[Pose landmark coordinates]

────────────────────────────────────────

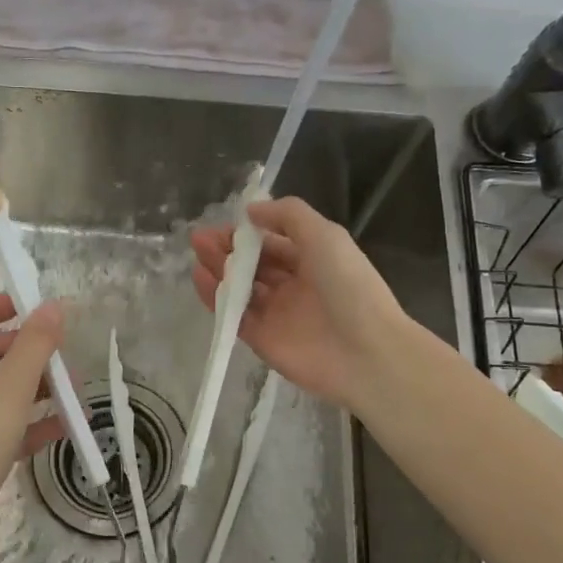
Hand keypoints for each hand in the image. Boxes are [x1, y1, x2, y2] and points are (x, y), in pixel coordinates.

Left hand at [0, 293, 64, 562]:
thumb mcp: (12, 386)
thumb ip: (36, 343)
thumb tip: (53, 306)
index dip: (3, 306)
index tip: (38, 303)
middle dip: (28, 353)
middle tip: (63, 352)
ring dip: (35, 389)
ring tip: (74, 390)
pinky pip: (1, 426)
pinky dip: (29, 423)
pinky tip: (64, 426)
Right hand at [190, 196, 410, 410]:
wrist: (365, 352)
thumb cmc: (348, 286)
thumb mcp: (324, 235)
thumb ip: (288, 215)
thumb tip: (252, 210)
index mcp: (313, 259)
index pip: (274, 242)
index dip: (249, 232)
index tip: (224, 223)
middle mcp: (295, 285)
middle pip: (254, 264)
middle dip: (228, 249)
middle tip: (200, 238)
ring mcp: (277, 313)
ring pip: (241, 288)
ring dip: (219, 270)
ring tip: (197, 254)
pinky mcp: (262, 339)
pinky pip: (234, 315)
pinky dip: (215, 298)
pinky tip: (200, 279)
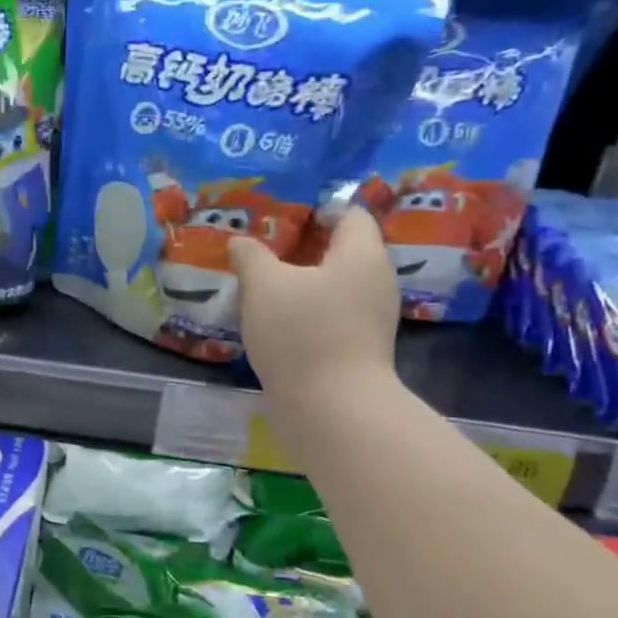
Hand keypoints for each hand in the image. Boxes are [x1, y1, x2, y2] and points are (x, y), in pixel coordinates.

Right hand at [229, 208, 399, 402]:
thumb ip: (251, 256)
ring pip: (337, 284)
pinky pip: (335, 313)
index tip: (283, 219)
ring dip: (305, 282)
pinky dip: (310, 310)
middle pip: (344, 250)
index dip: (319, 210)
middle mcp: (376, 280)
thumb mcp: (263, 285)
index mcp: (361, 254)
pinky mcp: (362, 347)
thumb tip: (241, 242)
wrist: (332, 407)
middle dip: (306, 248)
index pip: (350, 214)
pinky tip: (279, 322)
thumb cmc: (301, 332)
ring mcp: (373, 317)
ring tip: (265, 287)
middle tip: (265, 252)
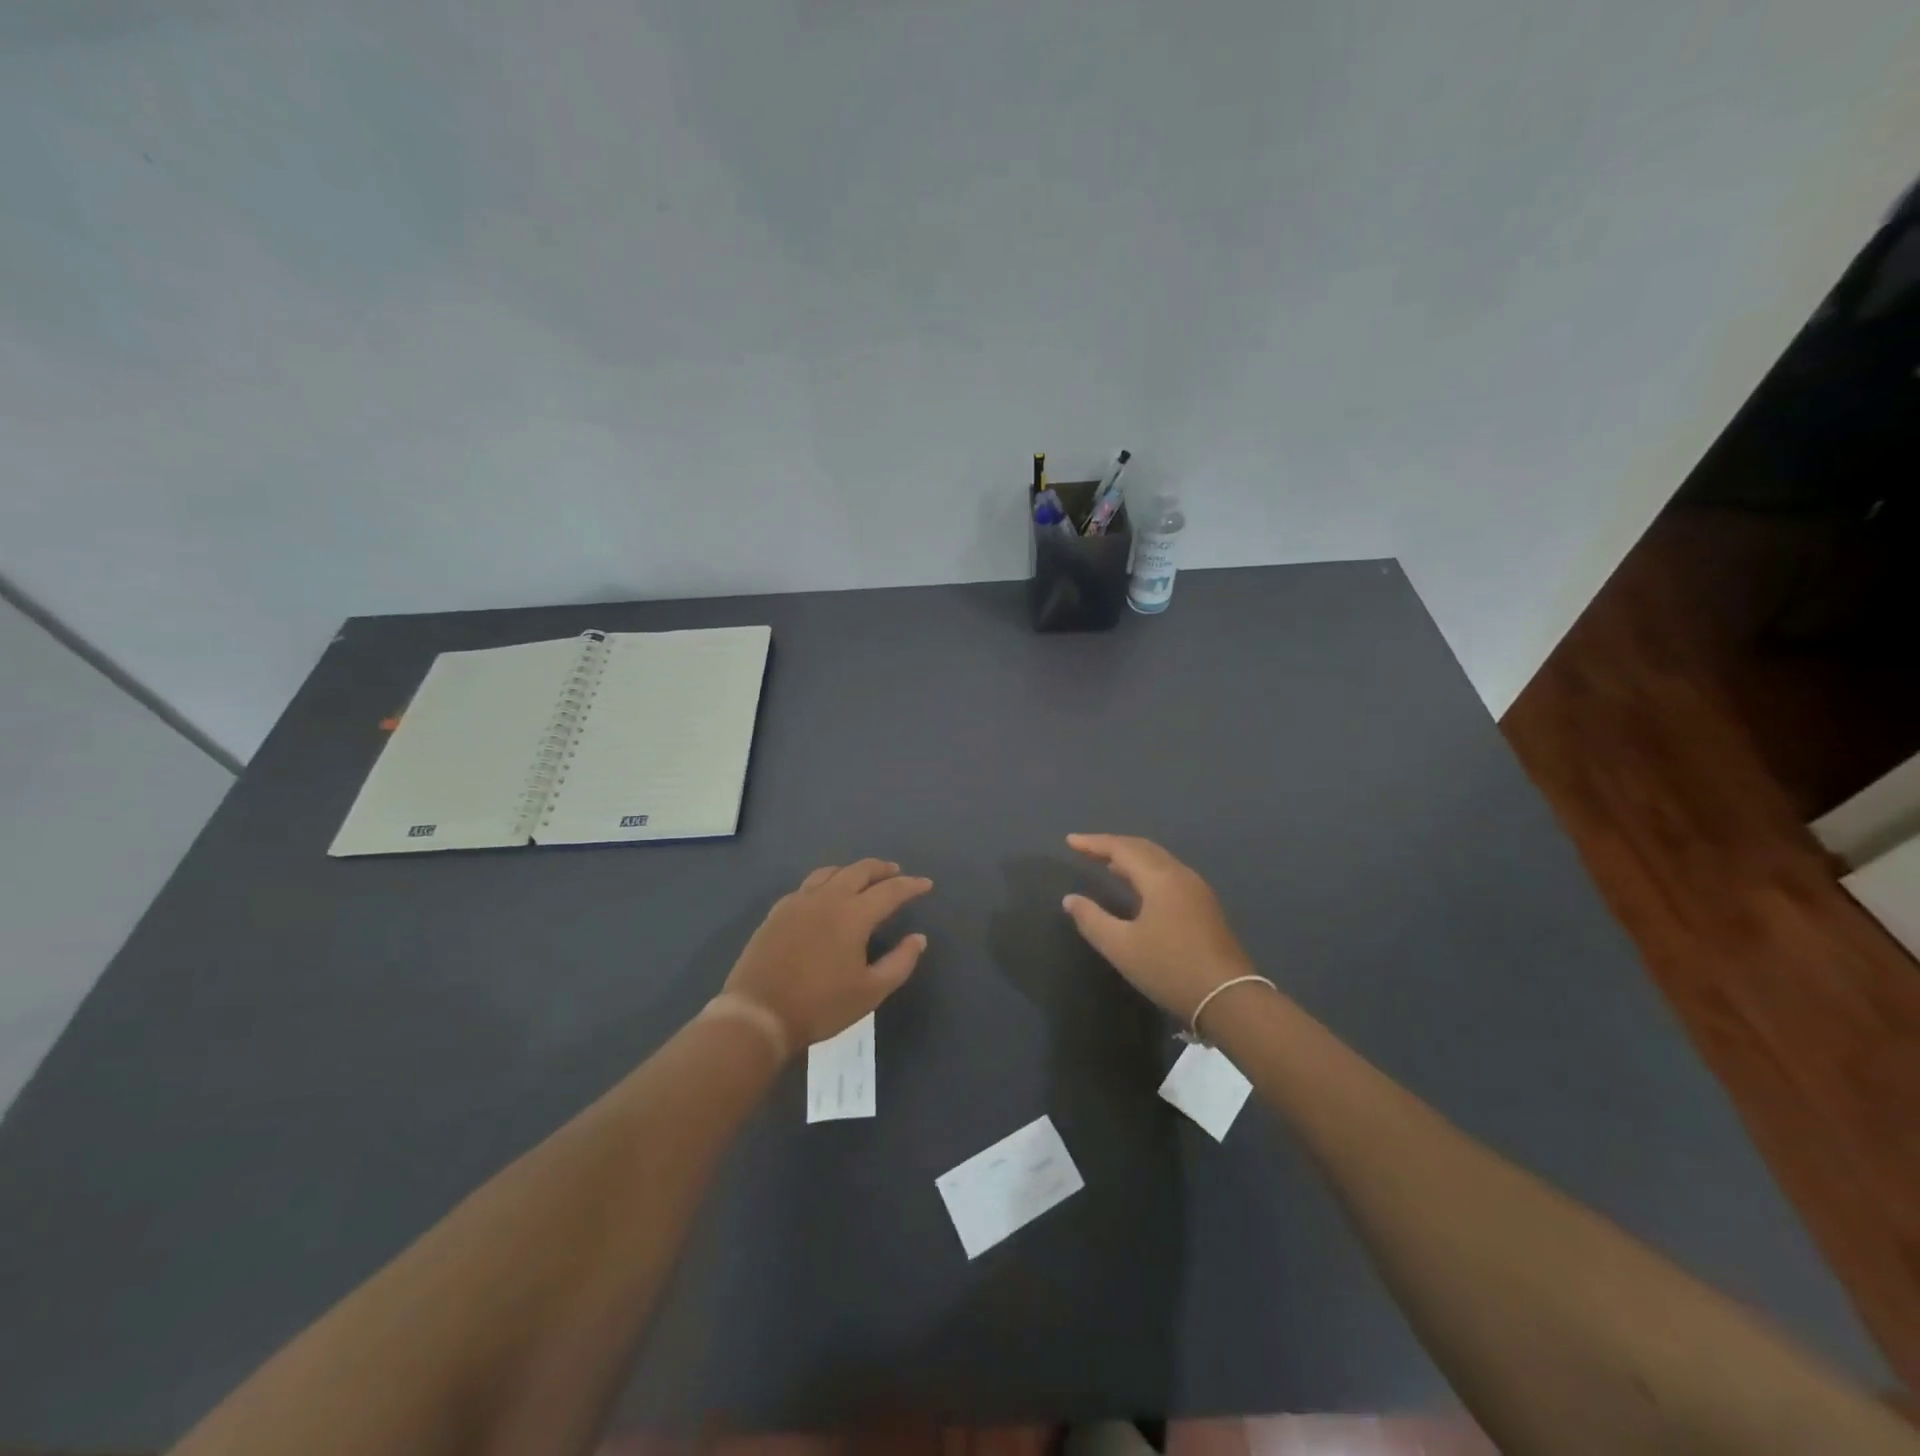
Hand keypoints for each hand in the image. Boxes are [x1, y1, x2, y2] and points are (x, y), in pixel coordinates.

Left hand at [723, 859, 932, 1047]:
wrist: (758, 1014)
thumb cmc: (820, 1005)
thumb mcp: (870, 992)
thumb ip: (900, 962)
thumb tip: (918, 938)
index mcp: (854, 914)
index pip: (890, 890)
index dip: (911, 885)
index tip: (926, 884)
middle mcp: (827, 898)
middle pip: (859, 870)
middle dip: (882, 869)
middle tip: (896, 873)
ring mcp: (798, 902)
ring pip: (830, 872)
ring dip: (852, 871)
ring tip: (862, 878)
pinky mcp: (777, 912)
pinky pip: (807, 886)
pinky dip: (825, 883)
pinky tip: (824, 897)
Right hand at [1061, 834, 1254, 1021]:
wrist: (1229, 998)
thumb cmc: (1170, 968)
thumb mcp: (1121, 947)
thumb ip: (1092, 919)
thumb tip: (1071, 899)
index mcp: (1160, 878)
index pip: (1122, 848)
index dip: (1094, 843)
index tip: (1070, 840)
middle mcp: (1181, 875)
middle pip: (1143, 848)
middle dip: (1112, 846)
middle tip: (1086, 849)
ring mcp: (1197, 890)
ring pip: (1158, 861)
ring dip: (1131, 858)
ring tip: (1107, 864)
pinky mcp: (1205, 907)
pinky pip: (1169, 874)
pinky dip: (1146, 871)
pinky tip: (1137, 887)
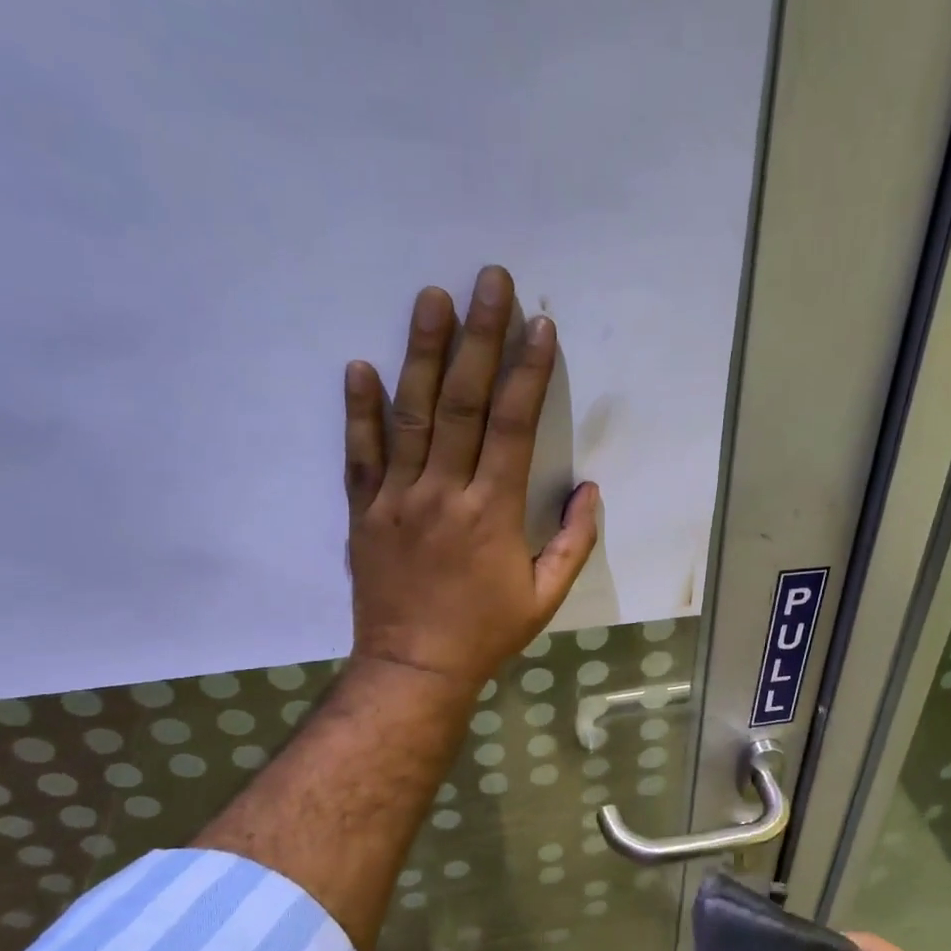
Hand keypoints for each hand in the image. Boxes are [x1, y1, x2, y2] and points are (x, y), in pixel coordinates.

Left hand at [343, 265, 599, 690]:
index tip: (539, 326)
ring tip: (431, 298)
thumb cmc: (486, 634)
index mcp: (492, 512)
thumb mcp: (545, 597)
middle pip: (461, 403)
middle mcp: (443, 493)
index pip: (512, 426)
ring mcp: (397, 499)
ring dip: (421, 354)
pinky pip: (360, 455)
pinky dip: (360, 411)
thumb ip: (573, 542)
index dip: (528, 372)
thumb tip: (590, 490)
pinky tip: (361, 366)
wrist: (414, 669)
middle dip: (479, 338)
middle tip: (488, 281)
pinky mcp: (364, 513)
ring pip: (410, 416)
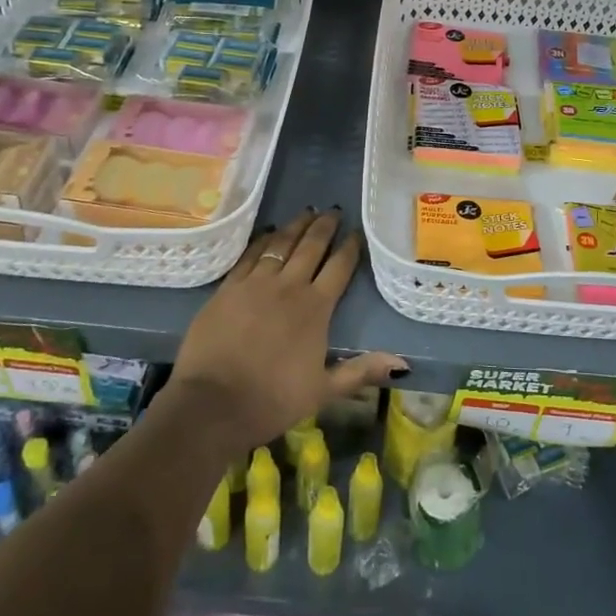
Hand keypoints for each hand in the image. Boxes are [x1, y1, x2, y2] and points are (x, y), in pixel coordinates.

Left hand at [169, 209, 406, 453]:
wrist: (213, 404)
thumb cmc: (272, 400)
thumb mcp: (323, 391)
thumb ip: (361, 371)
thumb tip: (403, 364)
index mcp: (316, 308)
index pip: (339, 267)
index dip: (350, 247)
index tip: (356, 233)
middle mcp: (289, 286)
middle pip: (311, 246)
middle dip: (325, 226)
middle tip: (333, 211)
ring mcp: (256, 283)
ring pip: (281, 243)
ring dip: (296, 225)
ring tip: (307, 211)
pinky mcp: (229, 287)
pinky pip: (250, 254)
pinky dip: (262, 239)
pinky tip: (268, 231)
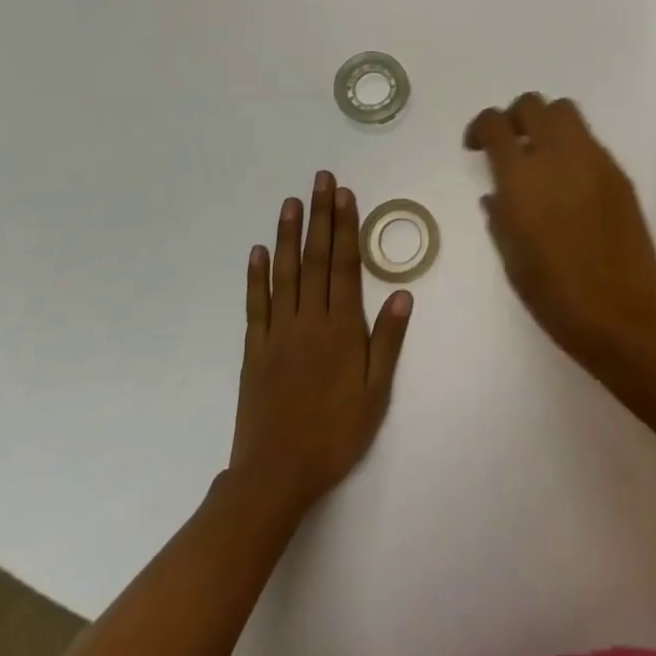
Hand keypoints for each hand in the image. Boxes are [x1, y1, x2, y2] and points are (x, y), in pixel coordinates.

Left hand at [226, 172, 411, 518]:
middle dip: (320, 216)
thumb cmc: (335, 434)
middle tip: (320, 180)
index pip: (344, 265)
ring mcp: (278, 332)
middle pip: (316, 258)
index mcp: (341, 328)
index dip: (345, 227)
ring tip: (291, 202)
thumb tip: (401, 294)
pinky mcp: (254, 349)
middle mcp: (309, 319)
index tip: (345, 195)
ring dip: (289, 235)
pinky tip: (258, 251)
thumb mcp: (375, 393)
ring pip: (285, 273)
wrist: (276, 475)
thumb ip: (387, 342)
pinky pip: (255, 305)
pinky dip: (256, 276)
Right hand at [464, 93, 655, 365]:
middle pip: (532, 104)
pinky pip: (589, 141)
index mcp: (520, 177)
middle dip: (515, 117)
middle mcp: (556, 155)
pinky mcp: (617, 171)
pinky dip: (573, 147)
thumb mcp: (511, 258)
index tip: (477, 147)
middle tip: (511, 145)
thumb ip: (500, 215)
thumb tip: (496, 193)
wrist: (623, 311)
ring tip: (543, 157)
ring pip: (565, 111)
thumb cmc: (556, 295)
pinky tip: (571, 182)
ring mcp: (592, 159)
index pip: (494, 123)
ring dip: (547, 124)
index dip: (480, 127)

────────────────────────────────────────

Copy each line from the records above that includes the string "wrist".

wrist: (365, 352)
wrist: (332, 407)
wrist: (758, 1014)
wrist: (1229, 998)
wrist: (414, 669)
wrist: (213, 404)
wrist: (276, 475)
wrist: (623, 311)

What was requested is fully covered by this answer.